What you will do: Repeat all the data exactly, and where a record holds a picture, leave that picture out.

Excerpted data START

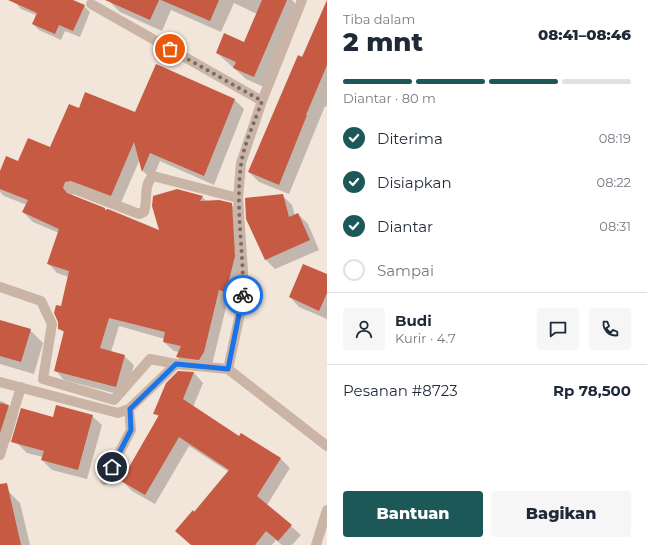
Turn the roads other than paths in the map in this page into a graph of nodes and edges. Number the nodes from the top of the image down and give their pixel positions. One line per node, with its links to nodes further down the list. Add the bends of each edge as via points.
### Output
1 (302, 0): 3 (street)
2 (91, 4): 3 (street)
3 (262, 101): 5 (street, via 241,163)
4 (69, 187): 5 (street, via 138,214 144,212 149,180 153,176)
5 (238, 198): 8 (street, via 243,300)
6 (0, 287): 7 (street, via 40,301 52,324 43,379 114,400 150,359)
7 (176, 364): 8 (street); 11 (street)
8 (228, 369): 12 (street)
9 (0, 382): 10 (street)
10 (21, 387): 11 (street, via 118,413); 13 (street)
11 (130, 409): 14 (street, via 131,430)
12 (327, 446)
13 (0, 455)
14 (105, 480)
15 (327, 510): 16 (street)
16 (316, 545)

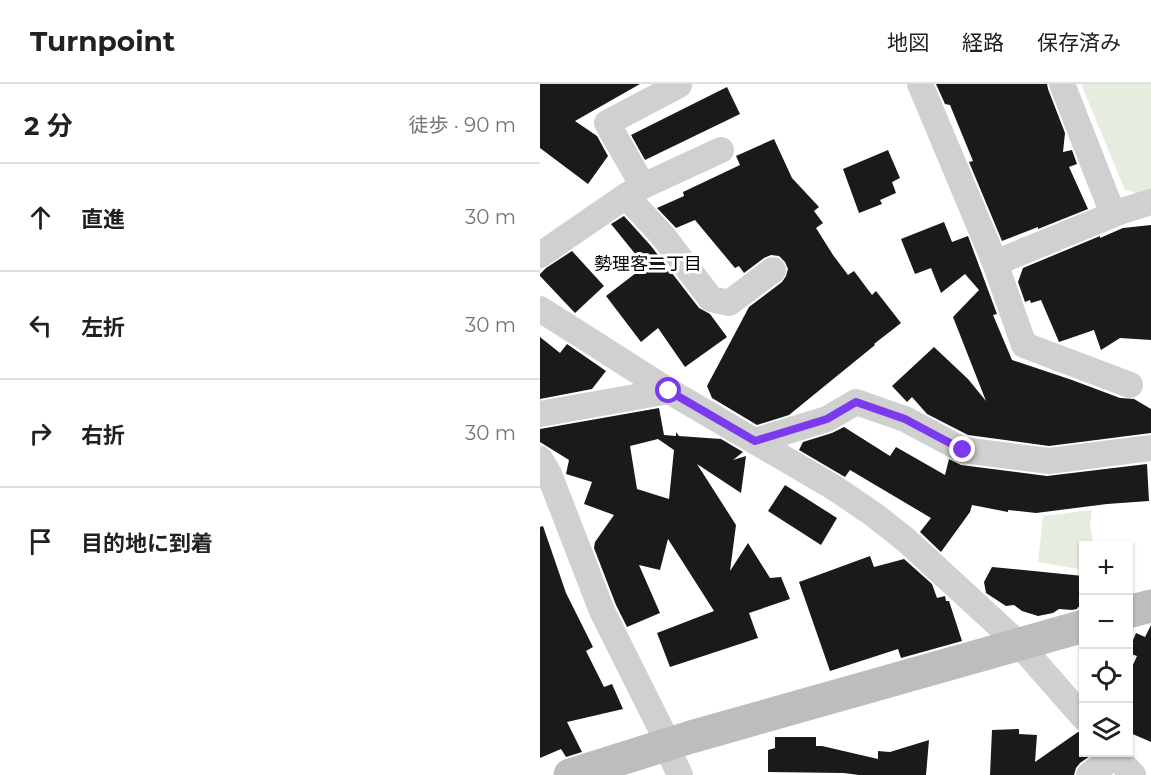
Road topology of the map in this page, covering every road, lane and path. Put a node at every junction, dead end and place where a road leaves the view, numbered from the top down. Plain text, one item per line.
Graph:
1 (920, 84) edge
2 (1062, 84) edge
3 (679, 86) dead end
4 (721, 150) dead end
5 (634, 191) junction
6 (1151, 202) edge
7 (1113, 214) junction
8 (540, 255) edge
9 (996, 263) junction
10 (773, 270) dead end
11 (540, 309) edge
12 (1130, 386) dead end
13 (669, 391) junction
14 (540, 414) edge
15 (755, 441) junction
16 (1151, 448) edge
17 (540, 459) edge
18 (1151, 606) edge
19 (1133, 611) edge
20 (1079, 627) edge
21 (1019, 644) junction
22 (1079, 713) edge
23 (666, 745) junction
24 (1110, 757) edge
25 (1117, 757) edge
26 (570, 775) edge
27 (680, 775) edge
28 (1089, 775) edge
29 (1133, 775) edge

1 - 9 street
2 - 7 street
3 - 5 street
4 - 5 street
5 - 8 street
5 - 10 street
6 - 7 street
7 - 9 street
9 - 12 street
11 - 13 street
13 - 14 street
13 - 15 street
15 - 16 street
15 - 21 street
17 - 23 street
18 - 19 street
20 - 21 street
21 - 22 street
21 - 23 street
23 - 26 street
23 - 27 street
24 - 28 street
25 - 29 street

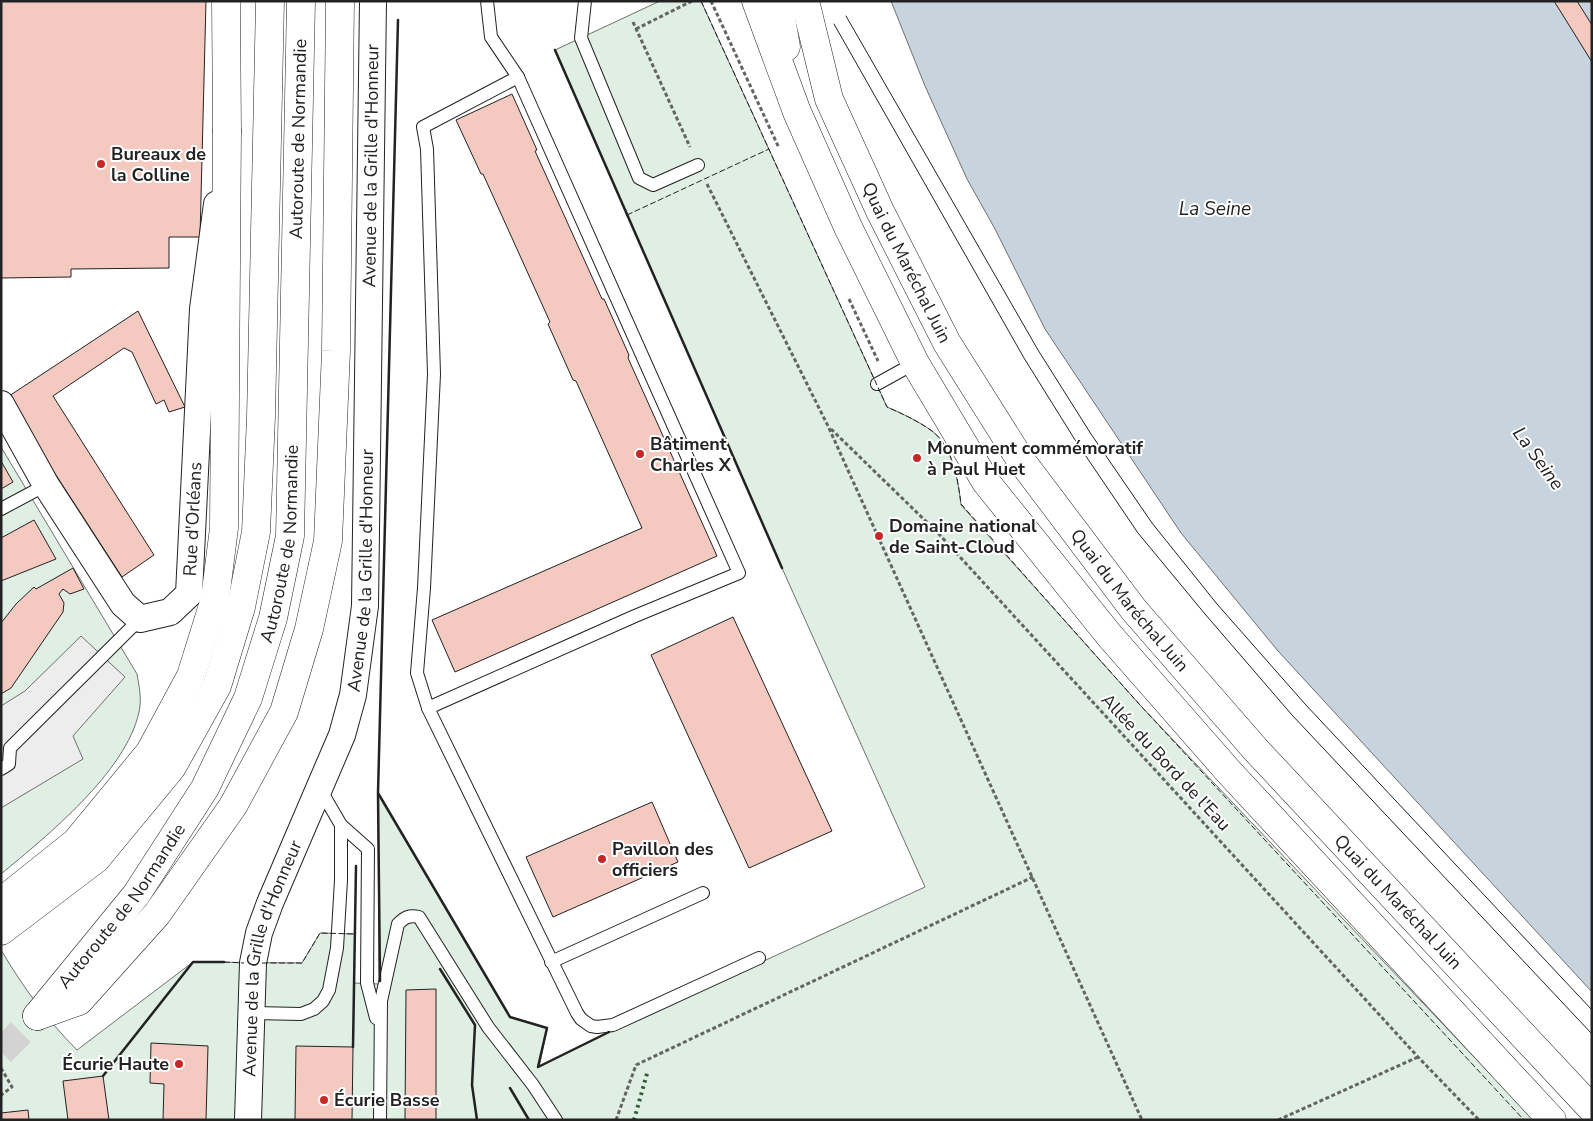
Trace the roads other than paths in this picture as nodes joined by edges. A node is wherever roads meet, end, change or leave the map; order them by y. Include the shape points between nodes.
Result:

Excerpted data END

Result of the task:
Turn the roads other than paths in the map in this page into a graph of nodes and edges. Number the nodes from the top of the image down and give their pixel positions. One line per node, with its links to nodes further down the list. Add the bends of each edge as via points.
### Output
1 (302, 0): 3 (street)
2 (91, 4): 3 (street)
3 (262, 101): 5 (street, via 241,163)
4 (69, 187): 5 (street, via 138,214 144,212 149,180 153,176)
5 (238, 198): 8 (street, via 243,300)
6 (0, 287): 7 (street, via 40,301 52,324 43,379 114,400 150,359)
7 (176, 364): 8 (street); 11 (street)
8 (228, 369): 12 (street)
9 (0, 382): 10 (street)
10 (21, 387): 11 (street, via 118,413); 13 (street)
11 (130, 409): 14 (street, via 131,430)
12 (327, 446)
13 (0, 455)
14 (105, 480)
15 (327, 510): 16 (street)
16 (316, 545)

Road topology of the map in this page, covering every road, lane and path. Put a node at every junction, dead end and place where a road leaves the view, numbered from the top down. Plain text, one item per line.
Graph:
1 (920, 84) edge
2 (1062, 84) edge
3 (679, 86) dead end
4 (721, 150) dead end
5 (634, 191) junction
6 (1151, 202) edge
7 (1113, 214) junction
8 (540, 255) edge
9 (996, 263) junction
10 (773, 270) dead end
11 (540, 309) edge
12 (1130, 386) dead end
13 (669, 391) junction
14 (540, 414) edge
15 (755, 441) junction
16 (1151, 448) edge
17 (540, 459) edge
18 (1151, 606) edge
19 (1133, 611) edge
20 (1079, 627) edge
21 (1019, 644) junction
22 (1079, 713) edge
23 (666, 745) junction
24 (1110, 757) edge
25 (1117, 757) edge
26 (570, 775) edge
27 (680, 775) edge
28 (1089, 775) edge
29 (1133, 775) edge

1 - 9 street
2 - 7 street
3 - 5 street
4 - 5 street
5 - 8 street
5 - 10 street
6 - 7 street
7 - 9 street
9 - 12 street
11 - 13 street
13 - 14 street
13 - 15 street
15 - 16 street
15 - 21 street
17 - 23 street
18 - 19 street
20 - 21 street
21 - 22 street
21 - 23 street
23 - 26 street
23 - 27 street
24 - 28 street
25 - 29 street

Trace the roads other than paths in this picture as nodes joined by edges. A node is wherever roads meet, end, change or leave the map; order them by y. Include the shape points between nodes.
Result:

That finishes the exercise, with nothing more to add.